It has been a long, hard few months for John Terry.  He has come under fire for alleged racism, been stripped of his England captaincy, red-carded against Barcelona, missed an opportunity to play in the Champions League final, and had his beloved Chelsea win the European title without him.  He earned criticism for wearing his uniform during celebrations (as he was directed to by UEFA), having his date in court pushed back until after the Euros (beyond his control), and been accused of causing potential rifts in the England squad (he hasn't).  Yet for today, he is able to put all of that criticism on the back burner because he is England's hero and savior once again.

Full Time Football


Terry's moment of heroism occurred in the 62nd minute when a long ball reached Anatoliy Yarmolenko (in offside position) who moved the ball to Marko Devic.  Devic's low shot was deflected by Joe Hart, but the ball popped over the diving keeper drifting agonizingly close to the goal line.  As the ball appeared to cross the line, John Terry dove and cleared the ball from danger with an overhead kick.  Despite the protests of the Ukrainian fans and players, the referee continued play and England's Brave John Terry had saved the day.

England was the victim of a similar decision at the 2010 World Cup, when Frank Lampard's shot against Germany looked to have crossed the line.  With FIFA set to vote on the use of instant replay and goalline technology use next month, these two incidents will surely be at the center of the debate.  FIFA President Sepp Blatter has already changed his mind on the issue and now supports the use of technology to assist referees, all it took was a decision to go England's way.


Wayne Rooney signaled his return to the England squad following his two match ban with a goal just minutes into the second half.  After an unimpressive first half display where he missed a prime scoring chance, Rooney headed home the winner for England just three minutes into the second half.  Steven Gerrard's cross was deflected, but somehow bounced through the hands of Andriy Pyatov and onto the balding head of Rooney.  It was Rooney's first major tournament goal for England in 673 minutes.

England again displayed the deep lying formation preferred by the squad since Roy Hodgson's introduction as manager.
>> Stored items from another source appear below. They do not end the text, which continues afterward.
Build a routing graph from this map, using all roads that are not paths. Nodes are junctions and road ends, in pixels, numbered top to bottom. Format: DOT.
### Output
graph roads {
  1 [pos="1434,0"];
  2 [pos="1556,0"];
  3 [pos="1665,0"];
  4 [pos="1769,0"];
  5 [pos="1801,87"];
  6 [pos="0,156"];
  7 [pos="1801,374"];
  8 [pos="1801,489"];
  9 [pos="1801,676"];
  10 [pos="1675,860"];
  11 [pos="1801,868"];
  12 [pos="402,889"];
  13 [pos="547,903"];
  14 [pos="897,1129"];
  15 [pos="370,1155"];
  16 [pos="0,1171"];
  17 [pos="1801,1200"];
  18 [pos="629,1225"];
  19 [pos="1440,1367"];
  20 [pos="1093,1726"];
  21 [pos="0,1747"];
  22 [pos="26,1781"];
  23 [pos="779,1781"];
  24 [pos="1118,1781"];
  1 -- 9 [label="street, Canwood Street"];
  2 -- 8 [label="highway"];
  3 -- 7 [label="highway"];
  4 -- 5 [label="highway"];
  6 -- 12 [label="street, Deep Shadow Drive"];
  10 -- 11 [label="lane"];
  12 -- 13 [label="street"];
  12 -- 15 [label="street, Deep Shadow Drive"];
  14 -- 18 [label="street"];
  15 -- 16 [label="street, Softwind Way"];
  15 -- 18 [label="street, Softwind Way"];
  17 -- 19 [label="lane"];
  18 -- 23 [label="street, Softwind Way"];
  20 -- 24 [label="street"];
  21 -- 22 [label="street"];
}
Their attacking ventures forward in the first half were not as enthusiastic as the Ukrainian attacks, but England's defensive responsibilities were capably led by John Terry.  Scott Parker turned in another tireless performance in the defensive midfield despite nearly conceding a penalty in the first half, he had several crucial blocks that stopped Ukraine from testing Joe Hart.  Steven Gerrard gave another outstanding performance, and was easily Man of the Match after having his cross find Rooney for the goal.


This match also featured the swan song of Andriy Shevchenko's international career.  The Ukrainian captain played his final minutes in major competition for his country, coming on in the 70th minute after being curiously overlooked by Oleg Blokhin.  Shevchenko did not have much impact on the game, his only meaningful contribution coming in the form of a yellow card for a desperate lunge against Ashley Young. It was not a fitting end for the incredible international career that Sheva has had, but at least he was reunited with former teammates Terry and Ashley Cole.

With the victory, England have claimed the top spot of Group D and will now face Italy in the quarterfinals.  Will Hodgson's defensive tactics continue to produce results?